| Problem to work on |
The output should be every line below that includes the word "GRAMONT".

| Recorded data |
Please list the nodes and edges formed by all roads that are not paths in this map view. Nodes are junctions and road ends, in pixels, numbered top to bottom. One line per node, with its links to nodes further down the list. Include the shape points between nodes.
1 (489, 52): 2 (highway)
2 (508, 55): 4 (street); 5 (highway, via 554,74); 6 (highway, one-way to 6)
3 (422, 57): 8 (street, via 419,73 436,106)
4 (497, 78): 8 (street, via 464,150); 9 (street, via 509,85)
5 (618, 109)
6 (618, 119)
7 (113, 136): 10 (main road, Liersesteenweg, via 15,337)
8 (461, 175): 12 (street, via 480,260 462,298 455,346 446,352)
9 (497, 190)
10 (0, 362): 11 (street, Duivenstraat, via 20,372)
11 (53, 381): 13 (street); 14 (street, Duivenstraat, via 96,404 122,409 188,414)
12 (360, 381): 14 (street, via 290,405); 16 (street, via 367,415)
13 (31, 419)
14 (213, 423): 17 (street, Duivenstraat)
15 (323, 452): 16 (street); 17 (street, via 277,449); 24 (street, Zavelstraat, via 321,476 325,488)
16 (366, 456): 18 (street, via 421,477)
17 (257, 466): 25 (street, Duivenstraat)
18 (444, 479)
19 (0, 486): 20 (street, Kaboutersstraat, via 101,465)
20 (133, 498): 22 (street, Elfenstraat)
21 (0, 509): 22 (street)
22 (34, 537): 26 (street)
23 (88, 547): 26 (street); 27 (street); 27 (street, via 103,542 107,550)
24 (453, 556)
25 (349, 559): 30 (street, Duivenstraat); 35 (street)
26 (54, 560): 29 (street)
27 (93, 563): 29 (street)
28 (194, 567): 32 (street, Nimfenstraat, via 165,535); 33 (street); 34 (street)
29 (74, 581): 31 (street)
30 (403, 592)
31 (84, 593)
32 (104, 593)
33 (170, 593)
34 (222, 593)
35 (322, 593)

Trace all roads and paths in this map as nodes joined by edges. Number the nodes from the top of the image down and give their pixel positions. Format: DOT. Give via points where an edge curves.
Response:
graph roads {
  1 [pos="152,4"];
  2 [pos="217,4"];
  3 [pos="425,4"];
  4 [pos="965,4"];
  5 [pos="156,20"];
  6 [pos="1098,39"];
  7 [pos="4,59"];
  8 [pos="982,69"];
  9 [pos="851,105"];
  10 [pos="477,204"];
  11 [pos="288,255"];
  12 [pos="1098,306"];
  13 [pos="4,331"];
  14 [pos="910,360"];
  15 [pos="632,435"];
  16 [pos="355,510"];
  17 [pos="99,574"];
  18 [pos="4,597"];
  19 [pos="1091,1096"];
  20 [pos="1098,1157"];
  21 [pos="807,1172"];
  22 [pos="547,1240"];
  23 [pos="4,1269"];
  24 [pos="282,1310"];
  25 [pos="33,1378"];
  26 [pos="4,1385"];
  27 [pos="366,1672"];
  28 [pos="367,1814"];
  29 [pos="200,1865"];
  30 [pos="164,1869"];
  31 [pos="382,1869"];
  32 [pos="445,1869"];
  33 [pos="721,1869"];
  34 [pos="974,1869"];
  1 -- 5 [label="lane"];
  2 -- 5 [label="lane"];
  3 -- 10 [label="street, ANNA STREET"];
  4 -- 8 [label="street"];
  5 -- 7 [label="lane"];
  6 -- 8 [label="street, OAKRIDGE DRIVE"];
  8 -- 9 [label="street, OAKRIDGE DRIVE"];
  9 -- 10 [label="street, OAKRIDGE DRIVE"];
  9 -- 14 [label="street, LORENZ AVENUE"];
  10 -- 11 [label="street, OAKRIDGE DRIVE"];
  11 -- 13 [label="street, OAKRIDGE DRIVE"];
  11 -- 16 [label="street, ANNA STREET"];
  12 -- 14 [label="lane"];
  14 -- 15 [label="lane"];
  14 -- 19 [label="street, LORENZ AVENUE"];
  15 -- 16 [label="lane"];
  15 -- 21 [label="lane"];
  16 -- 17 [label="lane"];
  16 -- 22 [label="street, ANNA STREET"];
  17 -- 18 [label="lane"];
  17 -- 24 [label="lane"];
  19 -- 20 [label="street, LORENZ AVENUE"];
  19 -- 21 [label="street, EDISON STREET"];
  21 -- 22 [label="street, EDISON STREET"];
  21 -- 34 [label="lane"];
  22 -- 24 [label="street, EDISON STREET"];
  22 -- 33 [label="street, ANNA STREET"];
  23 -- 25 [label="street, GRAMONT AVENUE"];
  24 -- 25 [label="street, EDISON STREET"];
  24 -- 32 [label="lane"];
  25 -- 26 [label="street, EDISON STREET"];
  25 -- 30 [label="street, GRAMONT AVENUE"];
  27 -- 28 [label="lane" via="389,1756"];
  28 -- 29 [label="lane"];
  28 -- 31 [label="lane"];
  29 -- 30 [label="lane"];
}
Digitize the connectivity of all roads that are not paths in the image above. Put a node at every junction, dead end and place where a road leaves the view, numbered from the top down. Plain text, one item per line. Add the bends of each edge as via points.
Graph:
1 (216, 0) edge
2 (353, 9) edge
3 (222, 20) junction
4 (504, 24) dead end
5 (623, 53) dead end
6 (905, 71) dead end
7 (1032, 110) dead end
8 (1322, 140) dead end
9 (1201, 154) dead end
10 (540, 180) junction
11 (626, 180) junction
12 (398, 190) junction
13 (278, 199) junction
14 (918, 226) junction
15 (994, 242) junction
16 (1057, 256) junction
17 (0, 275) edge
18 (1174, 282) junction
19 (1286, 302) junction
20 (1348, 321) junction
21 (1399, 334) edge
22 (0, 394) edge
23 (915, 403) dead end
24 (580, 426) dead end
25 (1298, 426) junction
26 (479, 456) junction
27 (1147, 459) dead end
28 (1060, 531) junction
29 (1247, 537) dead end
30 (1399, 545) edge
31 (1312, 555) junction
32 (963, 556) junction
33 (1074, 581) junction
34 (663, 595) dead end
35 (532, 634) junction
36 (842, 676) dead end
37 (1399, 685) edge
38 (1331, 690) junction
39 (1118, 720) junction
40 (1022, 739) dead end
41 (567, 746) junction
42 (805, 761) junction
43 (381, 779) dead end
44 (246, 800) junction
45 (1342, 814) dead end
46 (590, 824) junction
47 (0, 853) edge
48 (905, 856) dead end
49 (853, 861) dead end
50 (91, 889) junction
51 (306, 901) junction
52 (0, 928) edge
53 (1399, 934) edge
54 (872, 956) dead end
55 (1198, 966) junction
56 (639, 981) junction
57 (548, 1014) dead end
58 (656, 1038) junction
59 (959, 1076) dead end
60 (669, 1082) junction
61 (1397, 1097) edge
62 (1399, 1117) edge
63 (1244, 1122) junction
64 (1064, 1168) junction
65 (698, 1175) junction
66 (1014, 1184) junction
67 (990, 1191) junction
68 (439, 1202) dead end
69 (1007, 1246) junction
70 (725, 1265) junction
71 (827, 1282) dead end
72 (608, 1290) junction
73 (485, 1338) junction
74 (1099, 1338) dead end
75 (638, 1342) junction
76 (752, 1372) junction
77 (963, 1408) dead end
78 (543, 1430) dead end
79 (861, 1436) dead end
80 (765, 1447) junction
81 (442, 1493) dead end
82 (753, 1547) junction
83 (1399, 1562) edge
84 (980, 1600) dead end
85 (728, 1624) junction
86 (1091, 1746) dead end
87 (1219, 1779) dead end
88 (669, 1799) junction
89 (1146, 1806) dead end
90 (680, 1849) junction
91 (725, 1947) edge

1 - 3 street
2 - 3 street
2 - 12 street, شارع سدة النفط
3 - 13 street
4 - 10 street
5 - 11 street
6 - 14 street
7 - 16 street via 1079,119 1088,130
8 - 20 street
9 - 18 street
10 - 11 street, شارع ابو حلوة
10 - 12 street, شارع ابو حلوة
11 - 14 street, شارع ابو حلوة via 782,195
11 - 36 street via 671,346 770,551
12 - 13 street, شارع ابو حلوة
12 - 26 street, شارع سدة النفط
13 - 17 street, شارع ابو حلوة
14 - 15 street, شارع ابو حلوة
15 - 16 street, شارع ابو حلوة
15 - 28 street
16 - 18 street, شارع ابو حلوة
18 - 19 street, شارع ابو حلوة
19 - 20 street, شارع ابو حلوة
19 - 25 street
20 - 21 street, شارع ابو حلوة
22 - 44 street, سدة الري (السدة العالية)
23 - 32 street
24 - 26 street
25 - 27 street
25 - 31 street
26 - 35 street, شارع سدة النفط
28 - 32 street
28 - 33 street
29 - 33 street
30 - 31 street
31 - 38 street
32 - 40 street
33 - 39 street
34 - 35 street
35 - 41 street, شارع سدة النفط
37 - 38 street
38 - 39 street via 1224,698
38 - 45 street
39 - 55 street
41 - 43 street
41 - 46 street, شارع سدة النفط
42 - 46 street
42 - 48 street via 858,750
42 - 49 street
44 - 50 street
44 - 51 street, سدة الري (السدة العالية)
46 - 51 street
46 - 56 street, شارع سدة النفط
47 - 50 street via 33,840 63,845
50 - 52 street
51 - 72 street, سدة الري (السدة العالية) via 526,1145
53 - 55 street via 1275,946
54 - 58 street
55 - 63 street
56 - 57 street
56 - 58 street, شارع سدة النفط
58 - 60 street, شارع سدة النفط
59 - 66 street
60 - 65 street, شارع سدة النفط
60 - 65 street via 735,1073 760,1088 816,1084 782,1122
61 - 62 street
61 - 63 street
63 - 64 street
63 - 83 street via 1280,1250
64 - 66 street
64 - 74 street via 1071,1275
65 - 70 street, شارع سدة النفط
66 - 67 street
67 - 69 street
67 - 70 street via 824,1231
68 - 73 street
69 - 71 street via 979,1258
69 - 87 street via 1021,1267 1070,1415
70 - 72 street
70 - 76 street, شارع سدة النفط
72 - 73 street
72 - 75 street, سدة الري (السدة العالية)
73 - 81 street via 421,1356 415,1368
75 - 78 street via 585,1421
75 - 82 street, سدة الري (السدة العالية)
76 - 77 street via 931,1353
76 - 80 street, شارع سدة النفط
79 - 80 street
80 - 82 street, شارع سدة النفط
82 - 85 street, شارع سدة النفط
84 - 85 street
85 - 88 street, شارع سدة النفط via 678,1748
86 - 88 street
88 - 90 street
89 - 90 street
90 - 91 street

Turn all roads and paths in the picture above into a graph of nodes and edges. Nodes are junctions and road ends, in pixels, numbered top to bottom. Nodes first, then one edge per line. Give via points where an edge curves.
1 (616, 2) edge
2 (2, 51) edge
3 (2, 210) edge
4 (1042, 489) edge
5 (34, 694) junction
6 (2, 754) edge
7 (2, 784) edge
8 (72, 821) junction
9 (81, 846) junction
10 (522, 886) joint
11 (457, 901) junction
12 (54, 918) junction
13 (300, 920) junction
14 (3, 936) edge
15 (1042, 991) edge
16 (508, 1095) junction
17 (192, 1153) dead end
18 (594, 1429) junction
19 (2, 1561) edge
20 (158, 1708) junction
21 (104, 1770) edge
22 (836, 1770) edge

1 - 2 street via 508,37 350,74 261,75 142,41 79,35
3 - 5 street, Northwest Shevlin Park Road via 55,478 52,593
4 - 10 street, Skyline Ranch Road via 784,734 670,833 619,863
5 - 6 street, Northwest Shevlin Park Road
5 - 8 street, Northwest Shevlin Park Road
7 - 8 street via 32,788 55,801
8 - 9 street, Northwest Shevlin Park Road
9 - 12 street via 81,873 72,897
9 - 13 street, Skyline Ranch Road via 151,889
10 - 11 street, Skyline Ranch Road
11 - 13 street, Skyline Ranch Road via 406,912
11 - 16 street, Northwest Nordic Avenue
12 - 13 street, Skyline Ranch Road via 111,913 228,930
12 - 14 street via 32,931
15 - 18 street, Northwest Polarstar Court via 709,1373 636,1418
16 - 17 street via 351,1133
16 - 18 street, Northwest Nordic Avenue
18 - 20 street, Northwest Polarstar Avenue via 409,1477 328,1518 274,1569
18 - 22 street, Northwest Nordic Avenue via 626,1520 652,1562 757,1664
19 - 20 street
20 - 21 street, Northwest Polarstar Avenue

| Expected answer |
  23 -- 25 [label="street, GRAMONT AVENUE"];
  25 -- 30 [label="street, GRAMONT AVENUE"];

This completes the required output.